ちょうど、アルベルトの家の前にあたる広場で儀式は行われる。今は、雄々しく叫ぶ鶏たちの小屋には、黒色の幕が下ろされている。
むき出しの土の地面に、フィアが小瓶を傾けて陣を描く様子を、村の人間たちは和気藹々と話しながら見守っていた。
「いったい、今年はどれだけ飲まれるだろうな」
「去年みたいに、村のもんが酒を買い足しにいくことになるか?」
「去年は精霊様というより、フィア様とウンリュウにあらかた飲まれただろう。今年は自粛してくれるはずさ」
「どうだろうねえ」
ウンリュウはいつものように締まりのないへらへらした顔で、あさっての方向へ顔を向けている。そんな彼を呆れ気味に見る男性たちの輪から抜け出し、金星はレインを捜す。女性たちは村で宴の最終準備をしているので、ここへ集まっているのは男性ばかりだ。

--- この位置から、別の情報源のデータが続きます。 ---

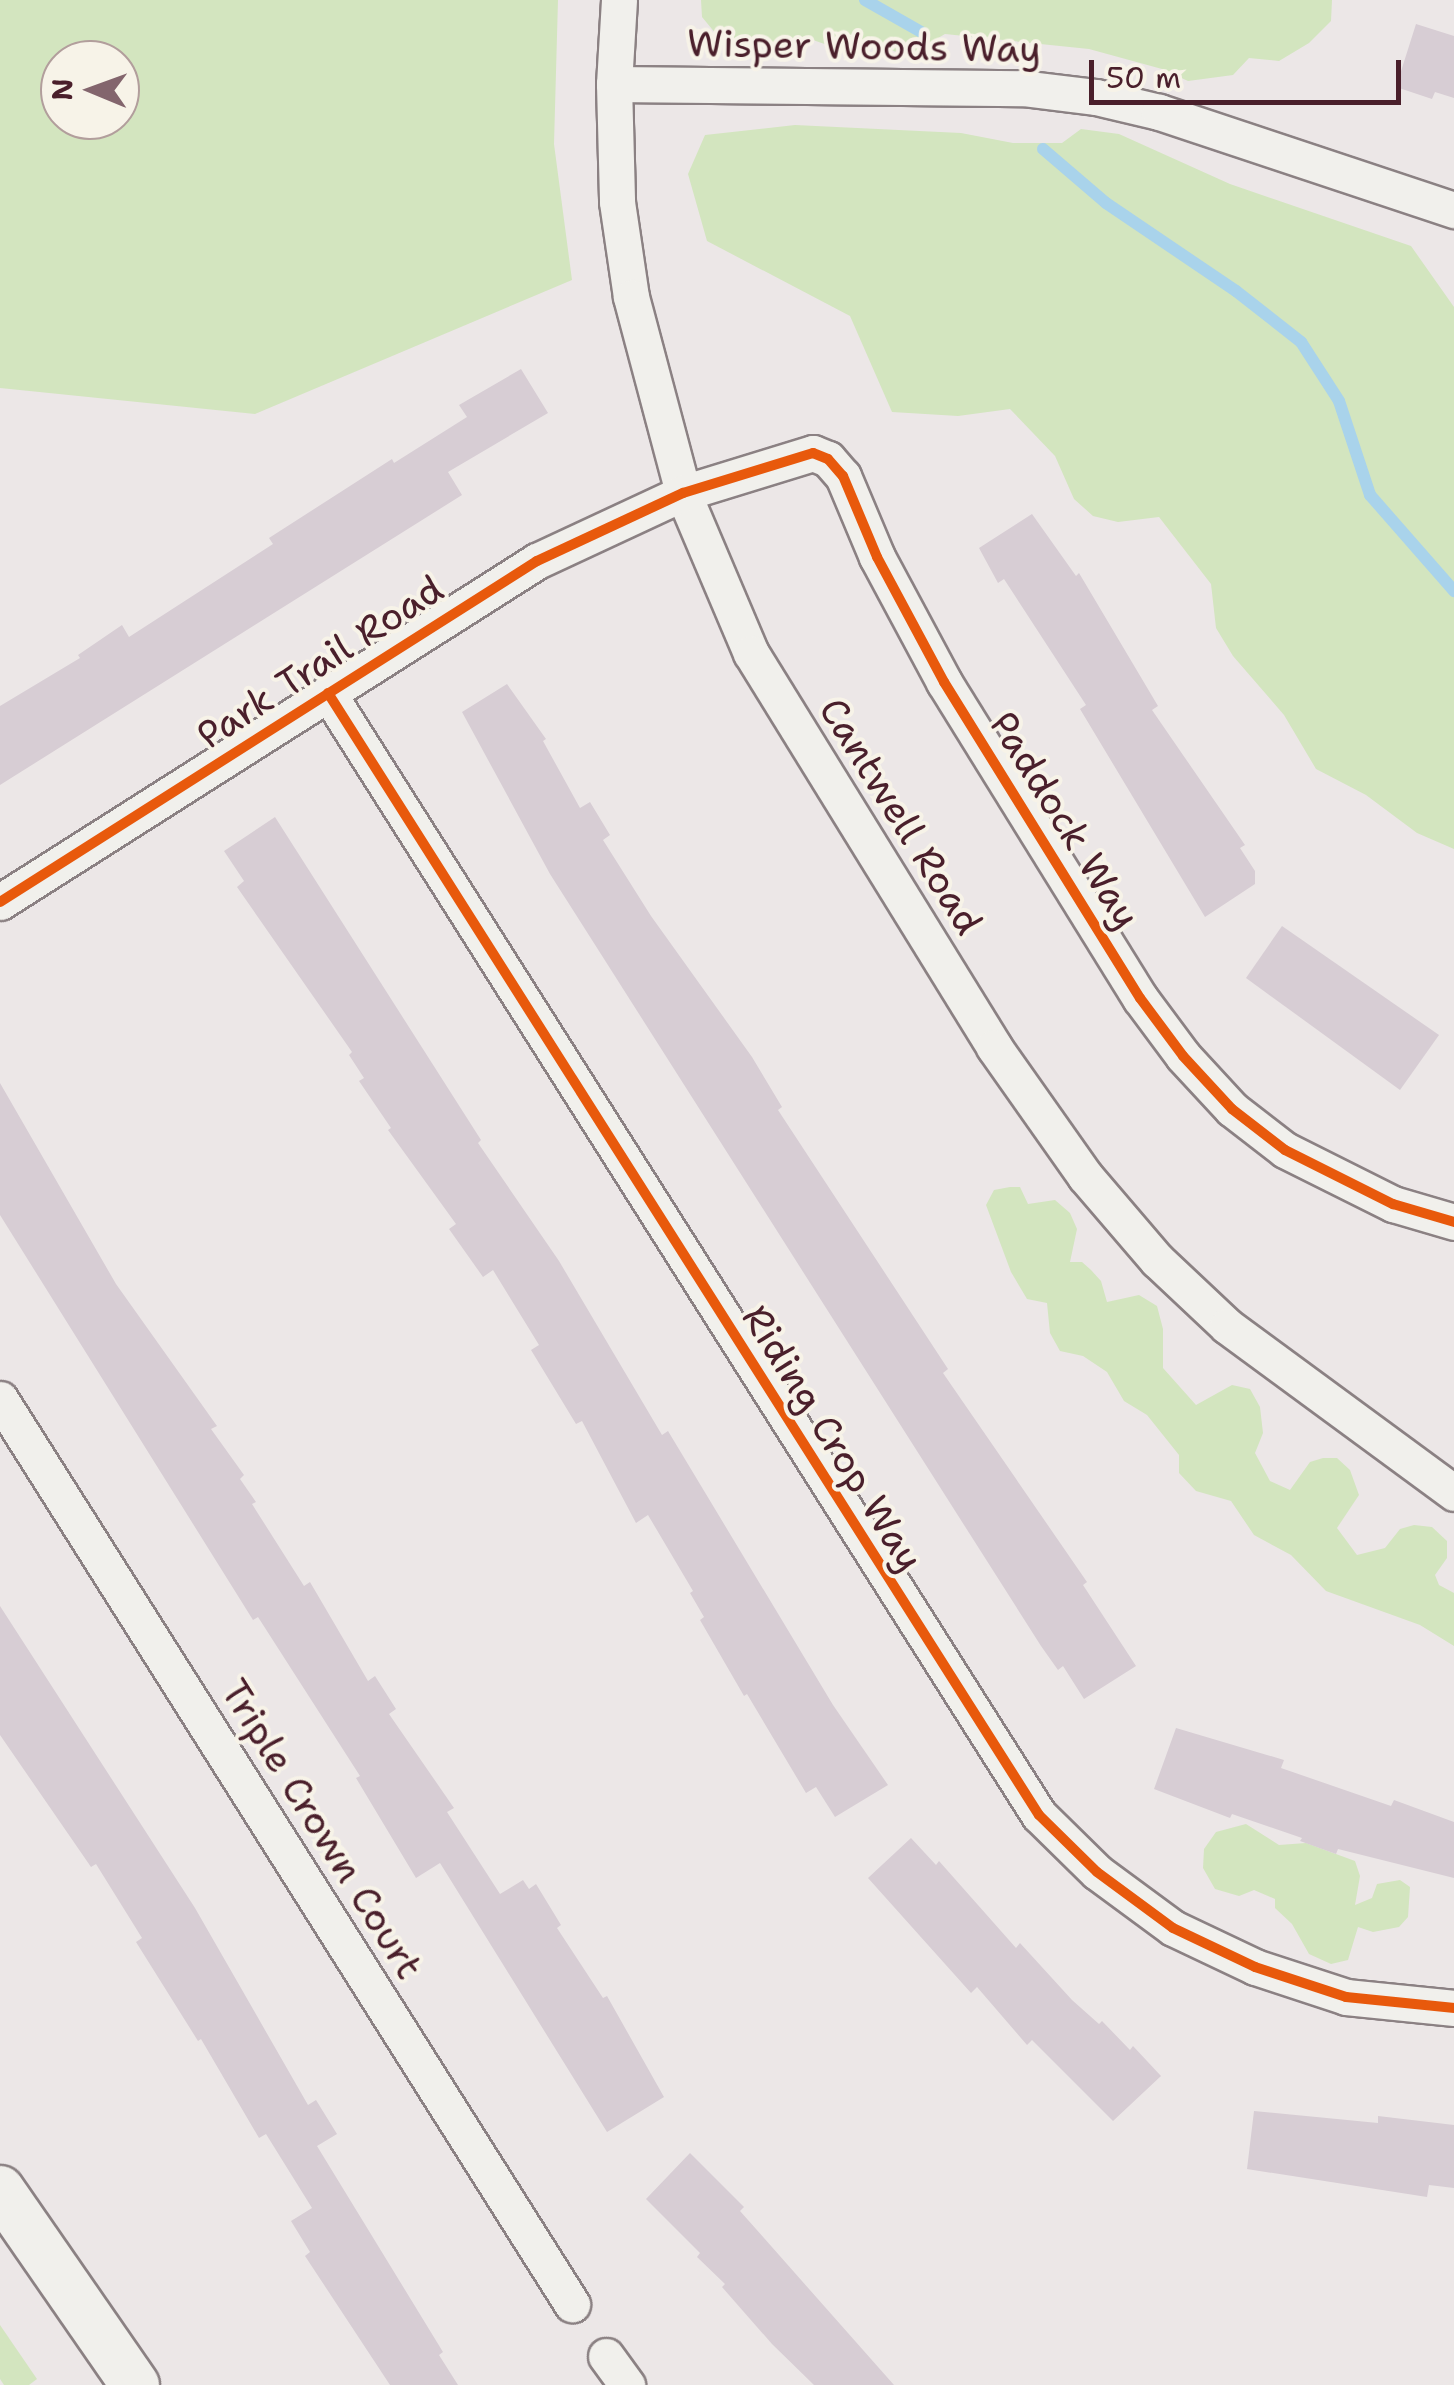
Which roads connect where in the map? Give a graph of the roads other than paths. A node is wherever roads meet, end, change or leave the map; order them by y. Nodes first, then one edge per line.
1 (619, 0) edge
2 (614, 84) junction
3 (1454, 210) edge
4 (682, 493) junction
5 (328, 693) junction
6 (0, 902) edge
7 (1454, 1222) edge
8 (0, 1399) edge
9 (1454, 1494) edge
10 (1454, 2008) edge
11 (0, 2190) edge
12 (572, 2304) dead end
13 (606, 2356) dead end
14 (134, 2385) edge
15 (627, 2385) edge

1 - 2 street, Cantwell Road
2 - 3 street, Wisper Woods Way
2 - 4 street, Cantwell Road
4 - 5 street, Park Trail Road
4 - 7 street, Paddock Way
4 - 9 street, Cantwell Road
5 - 6 street, Park Trail Road
5 - 10 street, Riding Crop Way
8 - 12 street, Triple Crown Court
11 - 14 street
13 - 15 street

(あれからレイン先輩と話す機会がなかったけど、気が変わったりしないよね?)
ちょいちょいっと最終確認的なことを聞きたい。そんな気持ちできょろきょろしていた金星の頭を、大きな手がぽんぽんと優しく触れた。
振り返った金星は、穏やかな若草色の瞳を見つける。
「アルベルトさん?」
「金星ちゃん、久しぶり」
片手を上げて気さくに話しかけてきた青年に、金星は微笑みを返した。
「はい、お久しぶりです。ところでそちらの方は……」
「まあ、まあ、まあ!」
アルベルトの背後に立っていた小柄な女性が、金星を足元から頭の上まで眺めながら、驚きと笑いをかみしめているような声を出した。
それから肩で切りそろえた赤毛を耳の上から押さえて、悪戯っぽい笑みでアルベルトを見上げた。

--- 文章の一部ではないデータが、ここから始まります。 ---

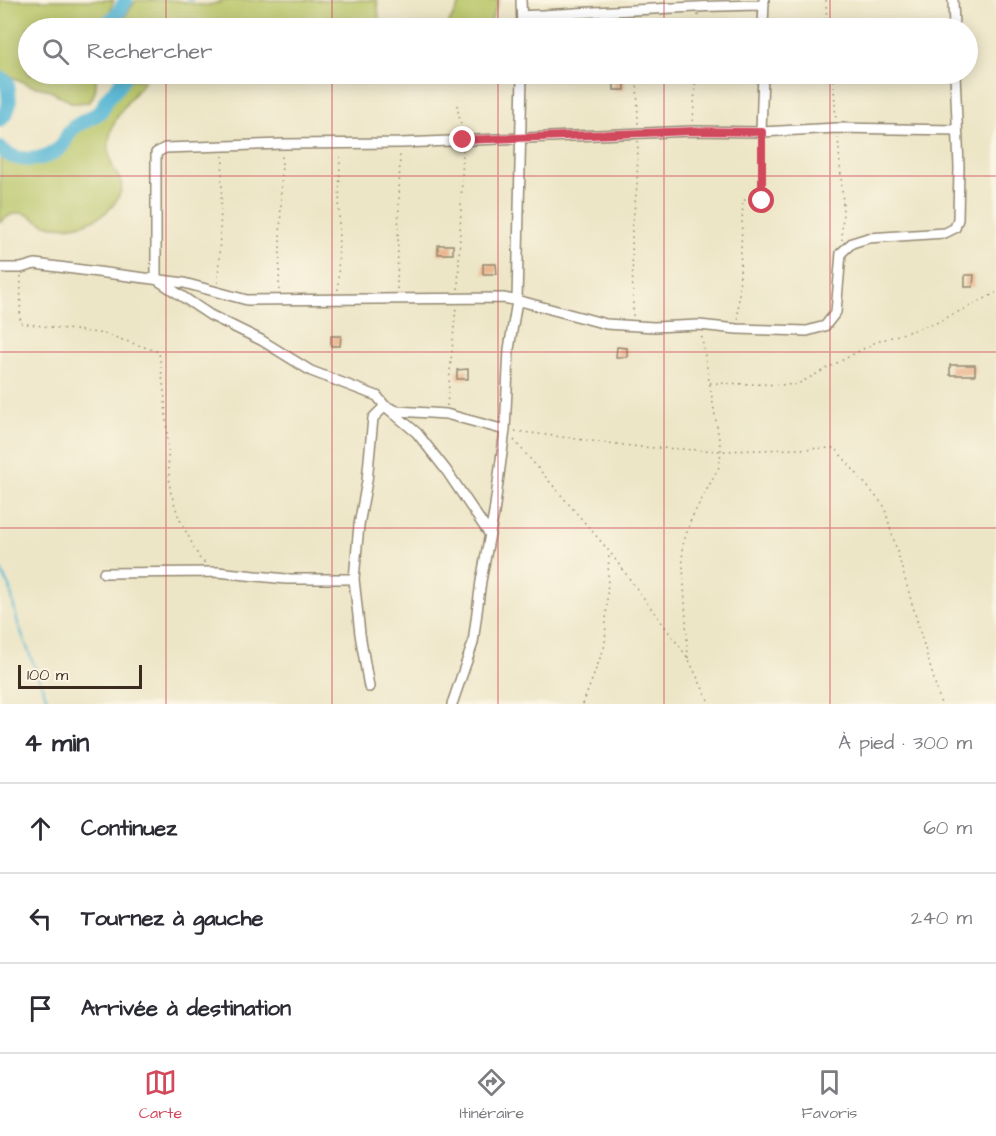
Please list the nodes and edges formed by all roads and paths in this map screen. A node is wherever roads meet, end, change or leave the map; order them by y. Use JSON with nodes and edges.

「とっても可愛らしいお嬢さんね。アルの彼女かしら?」
「な、なに言ってんだよ母さん! 金星ちゃんに失礼だろっ」
「あらあら。照れなくてもいいじゃない」
楽しそうに笑う女性の表情は、よく見るとアルベルトに似ている気がする。それに気づいた金星は、姿勢を正して彼女へ向き直った。
「アルベルトさんのお母さんのアンナさん……ですよね。チェリーパイ、とってもおいしかったです。それにえっと、息子さんにはいろいろとお世話になりまして……」
言っているうちに何か違う気がして、言葉が迷子になってしまう。アンナは微笑ましそうぎゅっと金星を抱きしめた。
「ひゃっ、な、なんでしょう!?」
「今までの子はね、私のパイを食べる前に、みんな帰っちゃったのよー。だから、よその土地の人に褒めてもらえるのは久しぶりだわ。それに、こんな可愛らしい女の子がおいしいと言ってくれるなんて、感激よっ!」
「母さん、やめろってば。金星ちゃんが困ってるだろ」
アルベルトが、自分より背の低い母親を金星から引き離す。それから強敵にびびる猫みたいに固まっている金星をちょっと申し訳なさそうに見た。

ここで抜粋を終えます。